**EXERCISE REQUIREMENTS**:
Please restate each entry that appears below word for word, without its pictures.

Dataset records
┄┄┄┄┄┄
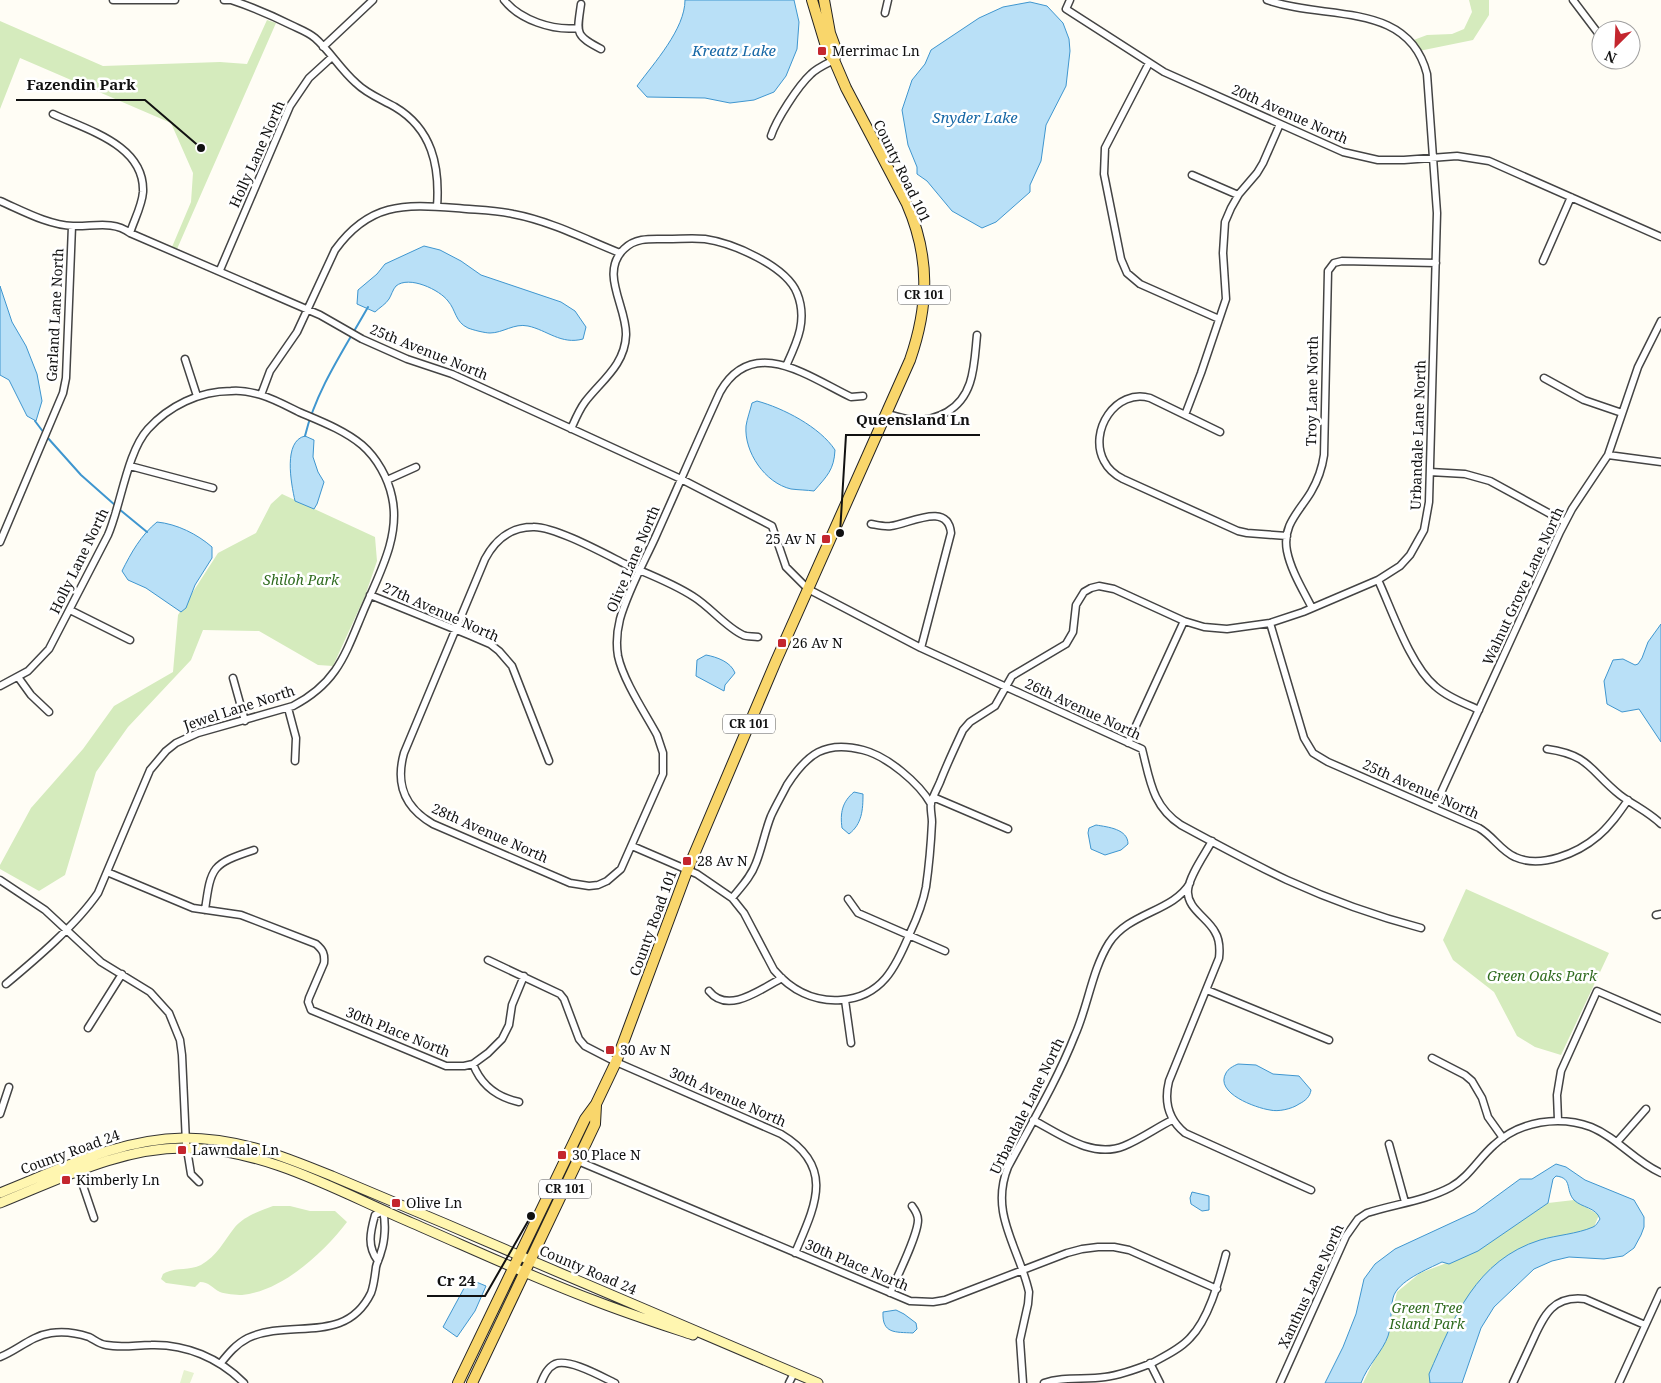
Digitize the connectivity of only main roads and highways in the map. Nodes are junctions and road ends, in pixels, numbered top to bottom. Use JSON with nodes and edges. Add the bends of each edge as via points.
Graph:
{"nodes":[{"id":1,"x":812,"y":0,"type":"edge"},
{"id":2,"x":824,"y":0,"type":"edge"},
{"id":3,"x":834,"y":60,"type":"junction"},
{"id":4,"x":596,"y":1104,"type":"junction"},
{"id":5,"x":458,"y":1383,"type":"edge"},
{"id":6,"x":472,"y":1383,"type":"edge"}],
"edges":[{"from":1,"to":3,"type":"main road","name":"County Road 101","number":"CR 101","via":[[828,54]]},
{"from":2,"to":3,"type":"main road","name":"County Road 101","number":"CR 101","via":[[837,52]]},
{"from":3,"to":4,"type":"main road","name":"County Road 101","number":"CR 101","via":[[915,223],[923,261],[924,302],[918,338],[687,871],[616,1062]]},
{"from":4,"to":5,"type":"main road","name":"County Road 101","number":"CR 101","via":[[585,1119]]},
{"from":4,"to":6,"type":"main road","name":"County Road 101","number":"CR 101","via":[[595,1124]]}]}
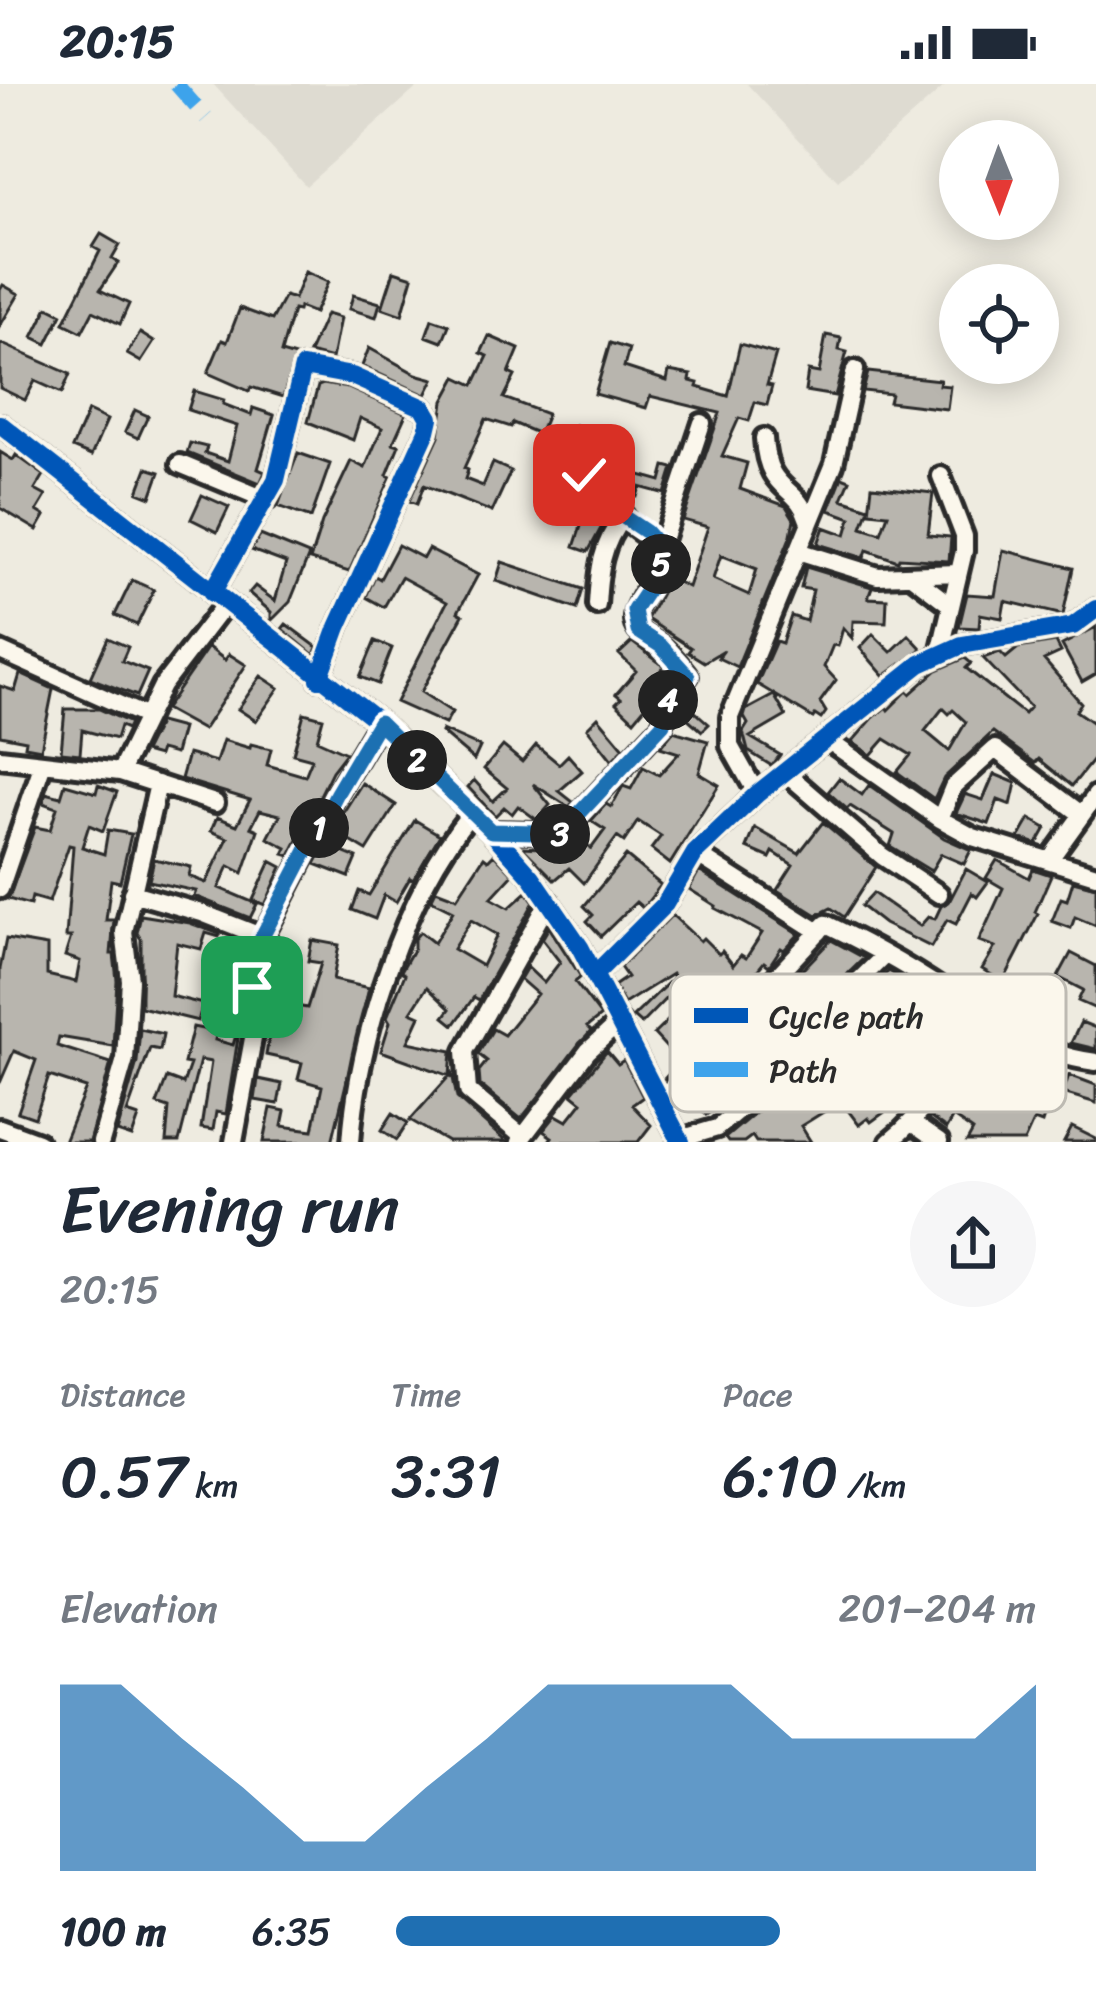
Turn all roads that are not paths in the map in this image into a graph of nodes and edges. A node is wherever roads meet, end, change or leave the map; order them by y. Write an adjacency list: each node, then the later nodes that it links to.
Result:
┄┄┄┄┄┄
**SOLUTION TO THIS EXERCISE**:
Digitize the connectivity of only main roads and highways in the map. Nodes are junctions and road ends, in pixels, numbered top to bottom. Use JSON with nodes and edges. Add the bends of each edge as via points.
Graph:
{"nodes":[{"id":1,"x":812,"y":0,"type":"edge"},
{"id":2,"x":824,"y":0,"type":"edge"},
{"id":3,"x":834,"y":60,"type":"junction"},
{"id":4,"x":596,"y":1104,"type":"junction"},
{"id":5,"x":458,"y":1383,"type":"edge"},
{"id":6,"x":472,"y":1383,"type":"edge"}],
"edges":[{"from":1,"to":3,"type":"main road","name":"County Road 101","number":"CR 101","via":[[828,54]]},
{"from":2,"to":3,"type":"main road","name":"County Road 101","number":"CR 101","via":[[837,52]]},
{"from":3,"to":4,"type":"main road","name":"County Road 101","number":"CR 101","via":[[915,223],[923,261],[924,302],[918,338],[687,871],[616,1062]]},
{"from":4,"to":5,"type":"main road","name":"County Road 101","number":"CR 101","via":[[585,1119]]},
{"from":4,"to":6,"type":"main road","name":"County Road 101","number":"CR 101","via":[[595,1124]]}]}
Turn all roads that are not paths in the map in this image into a graph of nodes and edges. A node is wherever roads meet, end, change or leave the map; order them by y. Write an adjacency list: each node, then the later nodes that it links to.
Result:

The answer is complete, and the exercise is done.